In this 60‑minute video, Patrice Carroll, director of PWS services at Latham Centers in Massachusetts, describes what typical PWS behavior is, ways it can be improved, and how to remove barriers to allow children and adults with PWS to thrive and achieve their definition of a quality life. The session includes Q&A from participants in the 2020 FPWR Virtual Conference.Click below to watch the video. If you're short on time, scroll down for timestamps to find the portions you're most interested in.
Presentation Summary With Timestamps
0:29 Introduction by Sarah Peden
Patrice Caroll presents
- How behavior of children with PWS can suddenly change from kind and loving to difficult.
- Importance of parents and caregivers understanding that these behaviors aren’t predictable, and that the skill sets to be able to self‑regulate don’t come naturally to children and adults with PWS.
3:03 Live poll, review of results
- Some parents agreed that disruptive behaviors were mainly impulse control and oppositional defiance.

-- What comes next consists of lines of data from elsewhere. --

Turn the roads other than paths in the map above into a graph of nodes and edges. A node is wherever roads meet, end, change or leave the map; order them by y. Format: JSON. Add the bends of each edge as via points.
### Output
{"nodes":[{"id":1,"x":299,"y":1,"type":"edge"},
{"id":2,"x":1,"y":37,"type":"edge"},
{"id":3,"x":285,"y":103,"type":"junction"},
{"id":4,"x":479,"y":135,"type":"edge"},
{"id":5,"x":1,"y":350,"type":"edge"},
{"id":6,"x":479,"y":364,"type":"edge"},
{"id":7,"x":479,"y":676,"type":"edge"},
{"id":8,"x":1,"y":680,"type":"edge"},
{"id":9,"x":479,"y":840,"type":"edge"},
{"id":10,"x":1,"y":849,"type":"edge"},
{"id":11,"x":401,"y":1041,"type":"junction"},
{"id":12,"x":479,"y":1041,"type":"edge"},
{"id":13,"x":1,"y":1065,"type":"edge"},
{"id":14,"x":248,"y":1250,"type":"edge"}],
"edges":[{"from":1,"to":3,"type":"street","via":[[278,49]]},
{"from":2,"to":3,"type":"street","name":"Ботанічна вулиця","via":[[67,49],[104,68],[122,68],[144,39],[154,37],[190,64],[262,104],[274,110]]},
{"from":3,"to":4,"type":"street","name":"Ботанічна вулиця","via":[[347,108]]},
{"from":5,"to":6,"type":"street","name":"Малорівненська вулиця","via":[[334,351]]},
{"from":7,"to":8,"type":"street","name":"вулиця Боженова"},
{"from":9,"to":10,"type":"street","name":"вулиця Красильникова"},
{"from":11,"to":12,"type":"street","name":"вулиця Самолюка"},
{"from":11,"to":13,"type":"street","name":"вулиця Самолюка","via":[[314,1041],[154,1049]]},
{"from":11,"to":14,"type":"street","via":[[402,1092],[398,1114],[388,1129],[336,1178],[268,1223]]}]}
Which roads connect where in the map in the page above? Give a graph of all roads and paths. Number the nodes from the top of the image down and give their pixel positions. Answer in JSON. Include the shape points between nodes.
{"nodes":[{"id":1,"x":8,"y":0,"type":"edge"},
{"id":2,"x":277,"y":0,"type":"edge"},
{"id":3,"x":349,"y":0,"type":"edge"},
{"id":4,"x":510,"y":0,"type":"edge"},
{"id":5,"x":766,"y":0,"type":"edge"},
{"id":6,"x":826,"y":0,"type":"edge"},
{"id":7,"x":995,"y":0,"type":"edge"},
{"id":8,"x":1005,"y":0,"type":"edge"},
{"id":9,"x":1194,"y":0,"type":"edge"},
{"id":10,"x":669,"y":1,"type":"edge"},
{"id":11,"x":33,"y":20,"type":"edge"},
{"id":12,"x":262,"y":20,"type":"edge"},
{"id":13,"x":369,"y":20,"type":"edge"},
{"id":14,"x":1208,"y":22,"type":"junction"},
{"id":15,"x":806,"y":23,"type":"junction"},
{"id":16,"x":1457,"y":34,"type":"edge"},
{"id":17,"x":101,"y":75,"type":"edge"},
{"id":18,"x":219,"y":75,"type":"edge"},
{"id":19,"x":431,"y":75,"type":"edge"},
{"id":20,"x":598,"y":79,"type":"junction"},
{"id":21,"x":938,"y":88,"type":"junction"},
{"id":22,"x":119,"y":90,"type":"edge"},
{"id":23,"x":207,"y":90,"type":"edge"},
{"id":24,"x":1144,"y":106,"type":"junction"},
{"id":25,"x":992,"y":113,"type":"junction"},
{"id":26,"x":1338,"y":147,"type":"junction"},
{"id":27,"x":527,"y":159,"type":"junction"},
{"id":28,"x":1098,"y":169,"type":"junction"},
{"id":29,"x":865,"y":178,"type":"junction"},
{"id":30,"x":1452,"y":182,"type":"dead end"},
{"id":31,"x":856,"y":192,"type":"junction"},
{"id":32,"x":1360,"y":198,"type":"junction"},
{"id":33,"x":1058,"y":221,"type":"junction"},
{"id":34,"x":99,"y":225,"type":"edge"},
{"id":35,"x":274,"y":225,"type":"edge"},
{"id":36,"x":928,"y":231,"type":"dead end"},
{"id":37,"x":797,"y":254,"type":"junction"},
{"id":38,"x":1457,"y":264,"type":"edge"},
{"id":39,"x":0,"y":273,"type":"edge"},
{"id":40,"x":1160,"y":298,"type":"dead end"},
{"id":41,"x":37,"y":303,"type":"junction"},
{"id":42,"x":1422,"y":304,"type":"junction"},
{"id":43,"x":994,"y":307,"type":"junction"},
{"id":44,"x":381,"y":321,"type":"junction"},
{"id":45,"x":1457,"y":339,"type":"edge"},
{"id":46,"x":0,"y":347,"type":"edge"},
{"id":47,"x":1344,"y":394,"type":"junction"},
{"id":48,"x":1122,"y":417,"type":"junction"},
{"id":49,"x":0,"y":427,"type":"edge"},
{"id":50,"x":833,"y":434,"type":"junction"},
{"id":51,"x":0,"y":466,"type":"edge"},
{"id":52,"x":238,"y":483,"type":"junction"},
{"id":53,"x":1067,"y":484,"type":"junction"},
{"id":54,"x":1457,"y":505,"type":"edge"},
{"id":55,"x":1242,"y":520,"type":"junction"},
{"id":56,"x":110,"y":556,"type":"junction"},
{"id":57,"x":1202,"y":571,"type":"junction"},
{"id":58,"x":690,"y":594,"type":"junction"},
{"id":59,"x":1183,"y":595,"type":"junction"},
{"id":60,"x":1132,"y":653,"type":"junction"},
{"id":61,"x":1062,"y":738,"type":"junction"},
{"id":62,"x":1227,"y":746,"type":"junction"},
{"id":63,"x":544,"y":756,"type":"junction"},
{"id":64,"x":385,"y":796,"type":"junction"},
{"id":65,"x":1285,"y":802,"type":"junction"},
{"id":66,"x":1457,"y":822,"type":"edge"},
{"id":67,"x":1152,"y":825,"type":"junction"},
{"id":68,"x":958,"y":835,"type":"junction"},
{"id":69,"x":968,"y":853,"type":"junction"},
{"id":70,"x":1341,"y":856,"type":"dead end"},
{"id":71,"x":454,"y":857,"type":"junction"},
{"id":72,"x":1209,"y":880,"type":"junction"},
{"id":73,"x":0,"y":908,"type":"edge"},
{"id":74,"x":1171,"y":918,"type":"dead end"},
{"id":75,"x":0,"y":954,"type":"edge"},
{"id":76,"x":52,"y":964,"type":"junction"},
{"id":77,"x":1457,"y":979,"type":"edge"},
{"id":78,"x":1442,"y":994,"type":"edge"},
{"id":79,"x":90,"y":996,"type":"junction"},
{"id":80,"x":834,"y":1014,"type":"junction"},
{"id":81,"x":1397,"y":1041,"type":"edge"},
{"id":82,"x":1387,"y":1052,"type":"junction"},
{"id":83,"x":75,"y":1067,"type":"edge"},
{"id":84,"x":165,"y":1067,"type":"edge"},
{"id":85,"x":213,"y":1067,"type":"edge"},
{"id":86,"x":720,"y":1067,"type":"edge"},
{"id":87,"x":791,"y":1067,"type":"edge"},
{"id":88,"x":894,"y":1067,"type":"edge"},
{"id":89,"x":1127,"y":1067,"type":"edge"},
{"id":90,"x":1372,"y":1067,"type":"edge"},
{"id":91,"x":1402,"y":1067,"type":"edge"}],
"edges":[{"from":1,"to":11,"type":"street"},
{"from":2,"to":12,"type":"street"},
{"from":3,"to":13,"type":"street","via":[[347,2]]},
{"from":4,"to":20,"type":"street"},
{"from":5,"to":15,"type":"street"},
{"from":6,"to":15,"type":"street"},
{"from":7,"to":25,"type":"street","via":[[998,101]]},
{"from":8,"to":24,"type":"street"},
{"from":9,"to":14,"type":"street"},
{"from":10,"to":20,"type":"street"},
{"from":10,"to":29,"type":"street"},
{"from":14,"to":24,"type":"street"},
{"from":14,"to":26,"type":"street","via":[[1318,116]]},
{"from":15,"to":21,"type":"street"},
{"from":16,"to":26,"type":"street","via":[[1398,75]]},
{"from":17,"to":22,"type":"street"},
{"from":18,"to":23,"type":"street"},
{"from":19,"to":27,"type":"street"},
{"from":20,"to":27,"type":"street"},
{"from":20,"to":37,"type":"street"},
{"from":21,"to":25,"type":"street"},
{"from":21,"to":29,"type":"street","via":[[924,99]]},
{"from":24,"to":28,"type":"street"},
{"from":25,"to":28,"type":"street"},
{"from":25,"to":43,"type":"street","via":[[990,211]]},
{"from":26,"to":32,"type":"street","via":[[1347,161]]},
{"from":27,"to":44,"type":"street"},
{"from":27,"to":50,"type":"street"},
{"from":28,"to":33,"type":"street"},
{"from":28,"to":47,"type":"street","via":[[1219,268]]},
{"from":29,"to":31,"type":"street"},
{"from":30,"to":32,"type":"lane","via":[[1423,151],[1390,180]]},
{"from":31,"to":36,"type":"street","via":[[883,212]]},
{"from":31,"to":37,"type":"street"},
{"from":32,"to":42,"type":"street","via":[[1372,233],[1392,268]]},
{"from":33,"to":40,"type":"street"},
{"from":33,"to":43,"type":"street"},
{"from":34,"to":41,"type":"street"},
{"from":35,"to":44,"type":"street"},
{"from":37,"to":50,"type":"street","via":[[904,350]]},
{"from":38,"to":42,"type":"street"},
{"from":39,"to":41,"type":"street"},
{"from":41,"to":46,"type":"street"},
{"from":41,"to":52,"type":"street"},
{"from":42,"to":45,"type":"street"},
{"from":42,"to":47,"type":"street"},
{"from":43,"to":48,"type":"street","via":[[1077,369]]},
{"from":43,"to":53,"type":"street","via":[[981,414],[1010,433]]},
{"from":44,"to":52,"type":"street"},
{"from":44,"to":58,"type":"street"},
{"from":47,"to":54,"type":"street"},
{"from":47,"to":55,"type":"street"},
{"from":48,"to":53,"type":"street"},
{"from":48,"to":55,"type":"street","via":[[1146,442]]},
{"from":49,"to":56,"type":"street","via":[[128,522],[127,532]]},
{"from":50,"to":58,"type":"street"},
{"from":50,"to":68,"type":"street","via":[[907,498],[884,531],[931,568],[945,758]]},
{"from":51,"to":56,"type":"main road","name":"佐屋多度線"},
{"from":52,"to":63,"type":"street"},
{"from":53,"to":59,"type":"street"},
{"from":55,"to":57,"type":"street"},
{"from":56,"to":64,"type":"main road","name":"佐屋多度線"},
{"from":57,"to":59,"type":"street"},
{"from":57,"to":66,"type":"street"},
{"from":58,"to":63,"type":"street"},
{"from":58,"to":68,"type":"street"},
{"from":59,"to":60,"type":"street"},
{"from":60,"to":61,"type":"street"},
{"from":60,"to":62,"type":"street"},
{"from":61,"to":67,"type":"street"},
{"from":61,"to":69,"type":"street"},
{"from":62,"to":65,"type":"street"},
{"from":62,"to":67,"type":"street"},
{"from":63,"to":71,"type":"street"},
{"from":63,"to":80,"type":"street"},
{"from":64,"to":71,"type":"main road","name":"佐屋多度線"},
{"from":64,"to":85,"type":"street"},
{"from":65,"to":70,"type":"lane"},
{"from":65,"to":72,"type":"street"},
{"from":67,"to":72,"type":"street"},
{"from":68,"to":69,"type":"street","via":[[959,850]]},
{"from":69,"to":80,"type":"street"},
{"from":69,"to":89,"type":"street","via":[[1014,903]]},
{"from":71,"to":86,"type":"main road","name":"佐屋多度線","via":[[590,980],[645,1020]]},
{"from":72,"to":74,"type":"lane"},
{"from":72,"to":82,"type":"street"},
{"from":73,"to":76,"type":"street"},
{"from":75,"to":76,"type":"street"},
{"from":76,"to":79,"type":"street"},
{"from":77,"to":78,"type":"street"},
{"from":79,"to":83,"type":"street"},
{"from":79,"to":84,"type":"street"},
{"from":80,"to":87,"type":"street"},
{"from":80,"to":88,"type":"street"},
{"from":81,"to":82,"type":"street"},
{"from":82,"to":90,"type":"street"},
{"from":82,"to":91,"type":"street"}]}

- The majority of polled parents (67%) answered that they were concerned about some of the behaviors their children displayed.

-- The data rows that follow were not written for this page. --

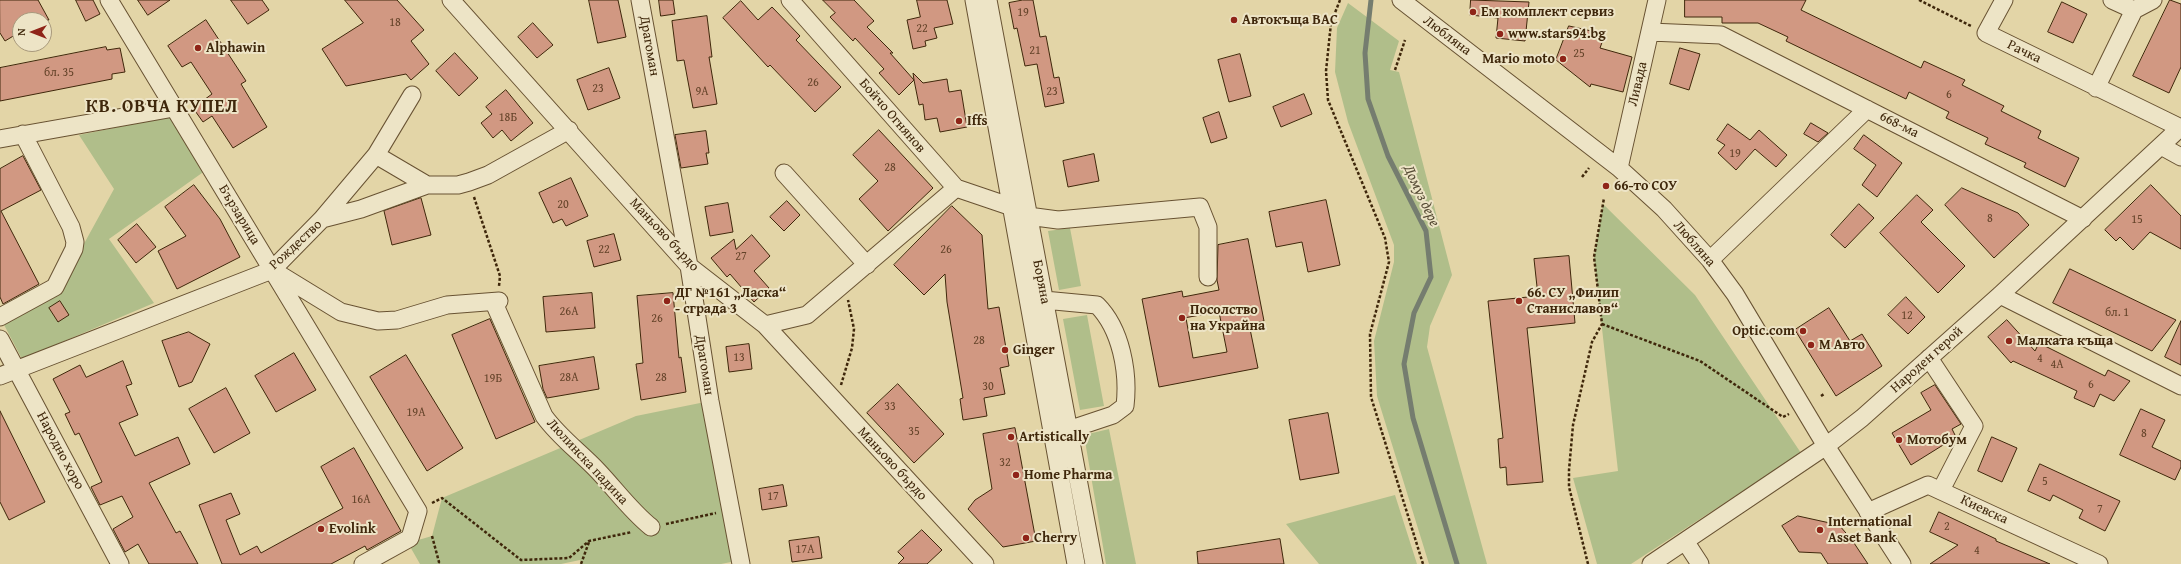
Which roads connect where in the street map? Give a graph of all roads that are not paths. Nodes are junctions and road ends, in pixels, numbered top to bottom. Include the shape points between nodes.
1 (109, 0) edge
2 (451, 0) edge
3 (640, 0) edge
4 (790, 0) edge
5 (974, 0) edge
6 (988, 0) edge
7 (1401, 0) edge
8 (1657, 0) edge
9 (2004, 0) edge
10 (2112, 0) edge
11 (2153, 0) edge
12 (2134, 10) junction
13 (1650, 32) junction
14 (2096, 88) junction
15 (412, 95) dead end
16 (174, 108) junction
17 (1868, 109) junction
18 (2181, 128) edge
19 (569, 130) junction
20 (23, 134) junction
21 (0, 139) edge
22 (2161, 146) junction
23 (376, 155) junction
24 (2181, 157) edge
25 (1619, 168) junction
26 (784, 173) dead end
27 (427, 185) junction
28 (956, 188) junction
29 (1012, 206) junction
30 (1028, 216) junction
31 (2083, 219) junction
32 (322, 220) junction
33 (1710, 260) junction
34 (867, 265) junction
35 (689, 266) junction
36 (272, 270) junction
37 (1208, 277) dead end
38 (2000, 295) junction
39 (1044, 300) junction
40 (0, 317) edge
41 (765, 326) junction
42 (0, 339) edge
43 (1929, 358) junction
44 (16, 369) junction
45 (0, 376) edge
46 (2181, 386) edge
47 (1068, 430) junction
48 (1826, 446) junction
49 (1941, 490) junction
50 (1868, 512) junction
51 (651, 528) road end
52 (1685, 542) junction
53 (120, 564) edge
54 (363, 564) edge
55 (741, 564) edge
56 (985, 564) edge
57 (1076, 564) edge
58 (1094, 564) edge
59 (1651, 564) edge
60 (1700, 564) edge
61 (1902, 564) edge
62 (2099, 564) edge

1 - 16 street, Бързарица
2 - 19 street, Маньово бърдо
3 - 35 street, Драгоман
4 - 28 street, Бойчо Огнянов
5 - 29 street, Боряна
6 - 30 street, Боряна
7 - 25 street, Любляна
8 - 13 street, Ливада
9 - 14 street, Рачка via 1986,33
10 - 12 street
11 - 12 street
12 - 14 street
13 - 17 street via 1721,35
13 - 25 street, Ливада
14 - 18 street, Рачка
15 - 23 street
16 - 20 street
16 - 36 street, Бързарица
17 - 31 street, 668-ма
17 - 33 street, 668-ма
18 - 22 street, Народен герой
19 - 27 street, Рождество via 488,175 458,185
19 - 35 street, Маньово бърдо
20 - 21 street
20 - 40 street via 71,227 75,242 55,287
22 - 24 street
22 - 31 street, Народен герой
23 - 27 street
23 - 32 street
25 - 33 street, Любляна via 1664,208
26 - 34 street
27 - 32 street, Рождество
28 - 29 street
28 - 34 street
29 - 57 street, Боряна
30 - 37 street via 1058,220 1200,207 1208,227
30 - 39 street, Боряна
31 - 38 street, Народен герой
32 - 36 street, Рождество
33 - 48 street, Любляна via 1735,294
34 - 41 street via 807,315
35 - 41 street, Маньово бърдо
35 - 55 street, Драгоман via 710,401
36 - 44 street, Рождество
36 - 51 street, Люлинска падина via 341,312 378,321 397,320 447,305 496,302 544,416 552,428 577,450
36 - 54 street, Бързарица via 418,511 410,538
38 - 43 street, Народен герой
38 - 46 street
39 - 47 street, Боряна
39 - 47 street via 1097,305 1108,316 1115,330 1128,385 1126,406 1113,415
41 - 56 street, Маньово бърдо
42 - 44 street, Народно хоро
43 - 48 street, Народен герой via 1862,418
43 - 49 street via 1974,426
44 - 45 street, Рождество
44 - 53 street, Народно хоро
47 - 58 street, Боряна
48 - 50 street, Любляна
48 - 52 street, Народен герой
49 - 50 street, Киевска via 1928,485
49 - 62 street, Киевска
50 - 61 street, Любляна
52 - 59 street, Народен герой
52 - 60 street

- Patrice describes the Commandments of PWS:
- Do what works.
- Your child doesn’t need to change, the environment does.
- Think of misbehaving as miscommunicating.
- Children have every right to be educated in the best way that allows them to thrive.
- Every family member’s needs are equally as important.
- Put your oxygen mask on first.
9:30 The barriers: Theory of Mind
- The barriers that are placed on children and adults with PWS can be many, from schedules to behavior expectations.
- In Theory of Mind terms, the ability to understand that others may have different thoughts, opinions, or experiences than you is an ability that develops over time and allows for empathy and understanding of others.
- When in school, they might struggle reading other people’s facial expressions.
- A useful tool could be to ask what others’ emotions are and turn it into a guessing game, or predicting what others’ preferences might be.
14:00 Intrusive/Inappropriate Thoughts
- Intrusive and/or inappropriate thoughts are typical for every person but rarely acted upon.
- This becomes a problem when a lack of impulse control will disinhibit them from avoiding that inappropriate behavior that comes with that thought, causing harm, discomfort or pain.
- The more children with PWS are given the opportunity to talk about their feelings and their emotions, the less likely they will be to act upon them. It can be key to show them by modeling, and this will help them understand and learn by example.
- Model how to pause, and you can even carry a pause button with you.
17:00 Sensory Processing Disorder
- Look at the environment, and try to understand what is affecting them from a tactile, visual, auditory, taste, or smell sense.
- Changes we might not notice, or be affected by, can affect them more than we think.
- Anything that has to do with feeling grounded, balance, or picking things up from the floor will be challenging, due to their lack of vestibular sense (balance).
- The proprioceptive sense is different on people with PWS.
21:44 Executive Functioning Disorder
- Whenever we need to focus, manage our emotions, follow instructions, use our memory, flexible thinking, or planning, we are using our executive functioning.
- Children and adults with PWS have a very hard time differentiating between a glitch and an emergency, and they have big reactions to most situations.
- It is important to meet them at their level, and understand how they are experiencing that feeling.
- Depending on the stress level they’re experiencing, they might not be able to follow through with complex instructions or more than three steps at a time.
26:55 Behaviors in the community
- When out in public, parents and caregivers of people with PWS can avoid interference from others and/or being judged by using a tool made specifically for it.
- This tool is a card that can help explain to other people, without speaking to them, that they have the situation under control and that unless they explicitly say so, they don’t need any help.
- There are specific strategies and coping skills that can be useful with children and adults with PWS, according to the behavior being displayed: from skin picking and food seeking to aggression and emotional outbursts.